第22回
61話~63話
2018.02.14更新
【 この連載は… 】 「超訳」本では軽すぎる、全文解説本では重すぎる、孫子の全体像を把握しながら通読したい人向け。現代人の心に突き刺さる「一文超訳」と、現代語訳・原文・書き下し文を対照させたオールインワン。
「目次」はこちら
61 河川地における軍の原則
【現代語訳】
渡河したならば、展開しやすいように必ず川から遠ざかる。
敵が渡河してきたら、川の中で迎え撃ってはならない。敵の半数が渡り終わったときに攻撃を始めると有利である。
戦おうというときは、川近くに陣を構えて迎え撃ってはならない。見通しのよい高い場所に陣を構えるようにし、下流から上流に向かって敵を攻撃してはならない。
これが河川地における軍の原則である。
【読み下し文】
水(みず)を絶(た)てば必(かなら)ず水(みず)に遠(とお)ざかる。客(かく)、水(みず)を絶(た)ちて来(き)たらば、これを水(みず)の内(うち)に迎(むか)うること勿(な)く、半(なか)ば済(わた)らしめてこれを撃(う)つは利(り)なり。戦(たたか)わんと欲(ほっ)する者(もの)は、水(みず)に附(つ)きて客(かく)を迎(むか)うること無(な)かれ。生(せい)を視(み)て高(たか)きに処(お)り、水流(すいりゅう)を迎(むか)うる(※)こと無(な)かれ。此(こ)れ水上(すいじょう)に処(お)るの軍(ぐん)なり。
(※)水流を迎うる……「下流から上流に向かって」の意。下流から上流に向かうと高地に向かうことになるので不利だし、上流の敵が水を武器(貯めて流したり、毒を流したりなど)としかねない。
【原文】
絕水必遠水、客絕水而來、勿迎之於水內、令半濟而擊之利、欲戰者、無附於水而迎客、視生處高、無迎水流、此處水上之軍也、
62 沼沢地(湿地帯)における軍の原則
【現代語訳】
沼沢地(湿地帯)を通るときは、なるべく速く通りすぎるようにし、そこに駐留してはならない。

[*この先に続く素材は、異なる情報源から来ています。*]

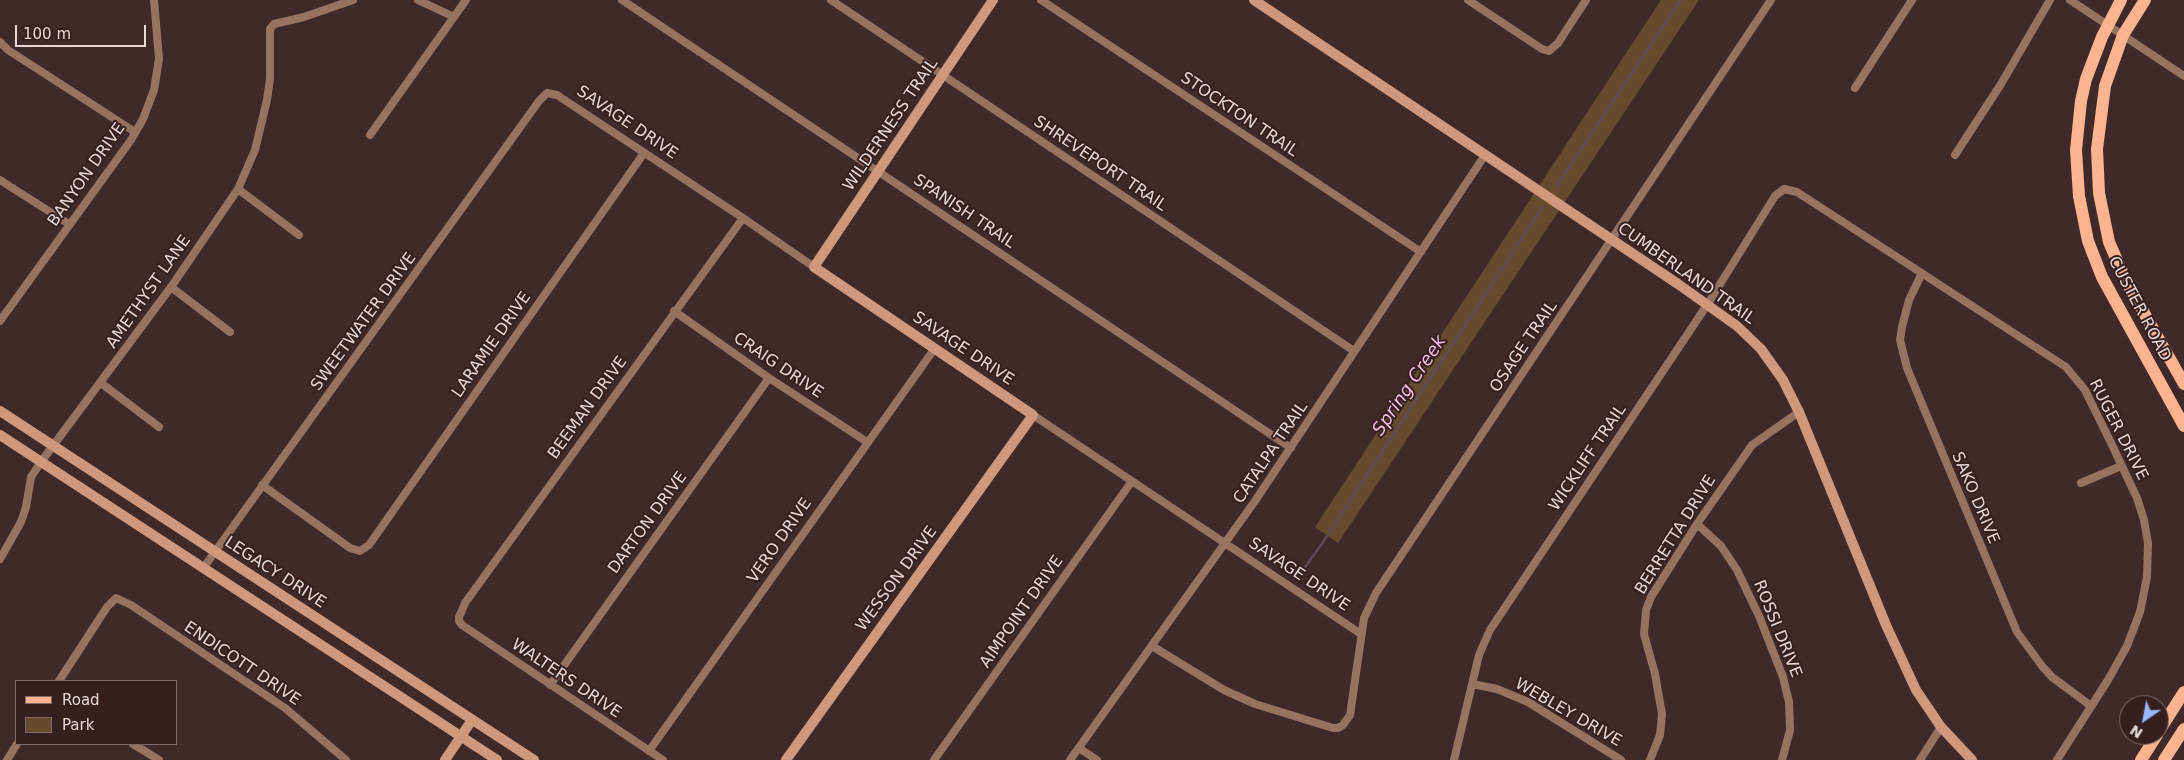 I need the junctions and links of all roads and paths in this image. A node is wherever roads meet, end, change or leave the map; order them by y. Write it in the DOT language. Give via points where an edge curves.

もし沼沢地で敵と交戦せざるをえないときは、必ず水(飲料水)や草(飼料)のあるところに軍を配置し、多くの樹木があるところを背にすべきである。
これが沼沢地における軍の原則である。
【読み下し文】
斥沢(せきたく)(※)を絶(た)つには、惟(た)だ亟(すみや)かに去(さ)りて留(とど)まること無(な)かれ。若(も)し軍(ぐん)を斥沢(せきたく)の中(なか)に交(まじ)うれば、必(かなら)ず水草(すいそう)に依(よ)りて衆樹(しゅうじゅ)を背(はい)にせよ。此(こ)れ斥沢(せきたく)に処(お)るの軍(ぐん)なり。
(※)斥沢……沼沢地、湿地帯のこと。
【原文】
絕斥澤、惟亟去無留、若交軍於斥澤之中、必依水草、而背衆樹、此處斥澤之軍也、
63 平地における軍の原則
【現代語訳】
平地では行動しやすいところに軍を駐留させ、高地を右後方にする(ということは左前方が低地となり、有利となる)。こうして敵の死を前方、味方の生を後背地とする。これが平地における軍の原則である。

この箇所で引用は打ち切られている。